One of the intellect’s main purposes is to give you a conscious choice in a world of probabilities. To do that properly the intellect is to make clear, concise decisions, on its level, of matters that are its concern, and therefore to present its own picture of reality to add to the entire construct. (Long pause.) On the one hand you have been told to identify yourselves almost completely with your intellects. On the other hand, you have been taught that the intellect, the “flower of consciousness,” is a frail, vulnerable adjunct — again, a chance creation, without meaning and without support — without support because you believe that “beneath it” lie “primitive, animalistic, bloody instincts,” against which reason must exert what strength it has.

[... 2 paragraphs ...]

(Pause.) With Ruburt: The new orientation is bringing results, and the results do appear effortlessly.2 The affair with Mitzi (one of our cats) did involve action at other levels — a magical orientation. Ruburt is doing well. Have him remember that creative activity goes on within him all of the time, and he is often most active precisely when he is not aware of it. He is only aware of those moments when creative activity surges into his conscious awareness, and by then much of the “work” has already been done.

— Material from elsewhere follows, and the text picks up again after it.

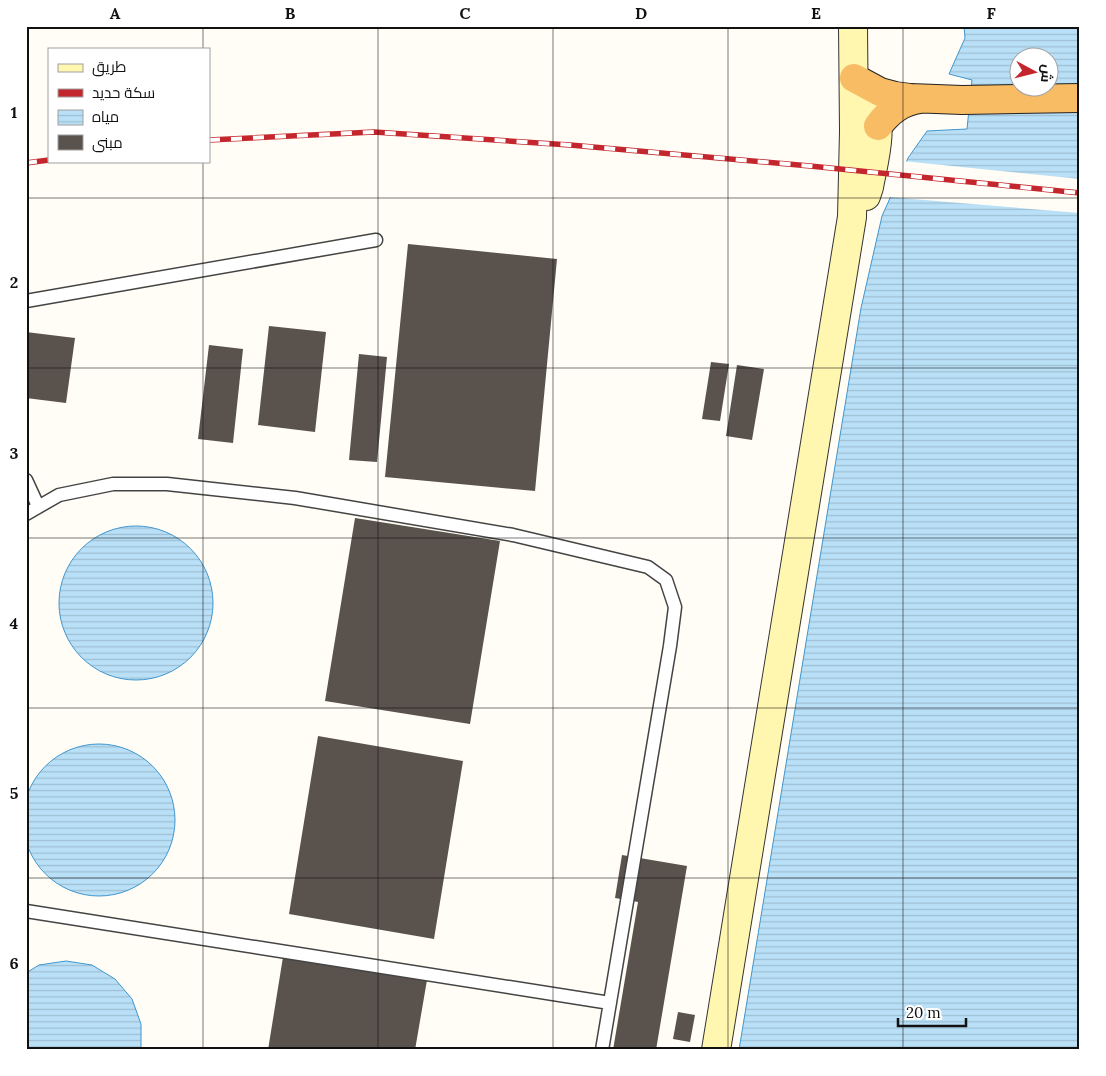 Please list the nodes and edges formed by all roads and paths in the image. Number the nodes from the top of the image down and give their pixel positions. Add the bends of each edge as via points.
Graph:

He is not responsible for other people’s realities, but he is responsible for his own. Give us a moment … .(Pause, eyes closed). The ill woman’s reality does not threaten his own in any way. The situation, however, shows that he sometimes still thinks he should be able to solve all problems, and to know all the reasons for any given sorrow or tragedy. The intellect cannot handle that kind of information at that level.

Some answers come when you are ready for them. Then they come naturally, as a matter of understanding and comprehension. The question of life’s tragedies still cannot be answered satisfactorily at the level at which either of you — or anyone else — is currently asking it. I can give hints and clues and explanations that are quite valid within that context (intently). (Long pause.)